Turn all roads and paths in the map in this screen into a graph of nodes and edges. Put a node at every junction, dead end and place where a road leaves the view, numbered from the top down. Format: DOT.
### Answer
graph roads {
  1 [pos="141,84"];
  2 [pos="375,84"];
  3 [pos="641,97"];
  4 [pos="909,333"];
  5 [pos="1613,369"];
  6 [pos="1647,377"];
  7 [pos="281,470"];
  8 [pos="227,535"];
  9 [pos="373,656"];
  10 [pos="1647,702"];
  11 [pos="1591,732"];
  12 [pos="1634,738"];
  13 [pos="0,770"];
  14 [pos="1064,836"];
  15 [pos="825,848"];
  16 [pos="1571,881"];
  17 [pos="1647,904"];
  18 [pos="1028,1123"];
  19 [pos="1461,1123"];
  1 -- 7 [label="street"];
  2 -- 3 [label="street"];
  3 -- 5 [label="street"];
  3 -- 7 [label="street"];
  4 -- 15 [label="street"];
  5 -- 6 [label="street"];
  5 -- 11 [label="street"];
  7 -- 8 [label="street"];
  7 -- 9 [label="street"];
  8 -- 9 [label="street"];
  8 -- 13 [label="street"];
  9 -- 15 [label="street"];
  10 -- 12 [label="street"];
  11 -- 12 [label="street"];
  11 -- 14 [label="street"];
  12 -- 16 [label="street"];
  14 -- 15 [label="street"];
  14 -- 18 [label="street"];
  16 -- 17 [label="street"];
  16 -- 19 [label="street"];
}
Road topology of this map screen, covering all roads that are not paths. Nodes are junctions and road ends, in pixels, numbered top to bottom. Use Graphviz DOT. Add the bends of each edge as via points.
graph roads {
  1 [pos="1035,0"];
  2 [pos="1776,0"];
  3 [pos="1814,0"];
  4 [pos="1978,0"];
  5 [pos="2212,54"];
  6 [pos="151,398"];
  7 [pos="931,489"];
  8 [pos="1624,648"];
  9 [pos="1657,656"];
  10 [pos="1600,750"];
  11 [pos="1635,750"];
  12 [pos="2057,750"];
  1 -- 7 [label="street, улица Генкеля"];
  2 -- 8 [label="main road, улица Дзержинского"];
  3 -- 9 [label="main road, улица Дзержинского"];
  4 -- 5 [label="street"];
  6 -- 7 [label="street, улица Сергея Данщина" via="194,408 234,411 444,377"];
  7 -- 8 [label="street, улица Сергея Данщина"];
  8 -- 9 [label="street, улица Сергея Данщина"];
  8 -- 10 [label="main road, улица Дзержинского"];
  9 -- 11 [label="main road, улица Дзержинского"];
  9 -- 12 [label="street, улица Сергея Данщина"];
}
============================================================
**AIM OF THE EXERCISE:** Repeat, exactly and in full, the records shown above.

**FINISHED TASK:**
Turn all roads and paths in the map in this screen into a graph of nodes and edges. Put a node at every junction, dead end and place where a road leaves the view, numbered from the top down. Format: DOT.
### Answer
graph roads {
  1 [pos="141,84"];
  2 [pos="375,84"];
  3 [pos="641,97"];
  4 [pos="909,333"];
  5 [pos="1613,369"];
  6 [pos="1647,377"];
  7 [pos="281,470"];
  8 [pos="227,535"];
  9 [pos="373,656"];
  10 [pos="1647,702"];
  11 [pos="1591,732"];
  12 [pos="1634,738"];
  13 [pos="0,770"];
  14 [pos="1064,836"];
  15 [pos="825,848"];
  16 [pos="1571,881"];
  17 [pos="1647,904"];
  18 [pos="1028,1123"];
  19 [pos="1461,1123"];
  1 -- 7 [label="street"];
  2 -- 3 [label="street"];
  3 -- 5 [label="street"];
  3 -- 7 [label="street"];
  4 -- 15 [label="street"];
  5 -- 6 [label="street"];
  5 -- 11 [label="street"];
  7 -- 8 [label="street"];
  7 -- 9 [label="street"];
  8 -- 9 [label="street"];
  8 -- 13 [label="street"];
  9 -- 15 [label="street"];
  10 -- 12 [label="street"];
  11 -- 12 [label="street"];
  11 -- 14 [label="street"];
  12 -- 16 [label="street"];
  14 -- 15 [label="street"];
  14 -- 18 [label="street"];
  16 -- 17 [label="street"];
  16 -- 19 [label="street"];
}
Road topology of this map screen, covering all roads that are not paths. Nodes are junctions and road ends, in pixels, numbered top to bottom. Use Graphviz DOT. Add the bends of each edge as via points.
graph roads {
  1 [pos="1035,0"];
  2 [pos="1776,0"];
  3 [pos="1814,0"];
  4 [pos="1978,0"];
  5 [pos="2212,54"];
  6 [pos="151,398"];
  7 [pos="931,489"];
  8 [pos="1624,648"];
  9 [pos="1657,656"];
  10 [pos="1600,750"];
  11 [pos="1635,750"];
  12 [pos="2057,750"];
  1 -- 7 [label="street, улица Генкеля"];
  2 -- 8 [label="main road, улица Дзержинского"];
  3 -- 9 [label="main road, улица Дзержинского"];
  4 -- 5 [label="street"];
  6 -- 7 [label="street, улица Сергея Данщина" via="194,408 234,411 444,377"];
  7 -- 8 [label="street, улица Сергея Данщина"];
  8 -- 9 [label="street, улица Сергея Данщина"];
  8 -- 10 [label="main road, улица Дзержинского"];
  9 -- 11 [label="main road, улица Дзержинского"];
  9 -- 12 [label="street, улица Сергея Данщина"];
}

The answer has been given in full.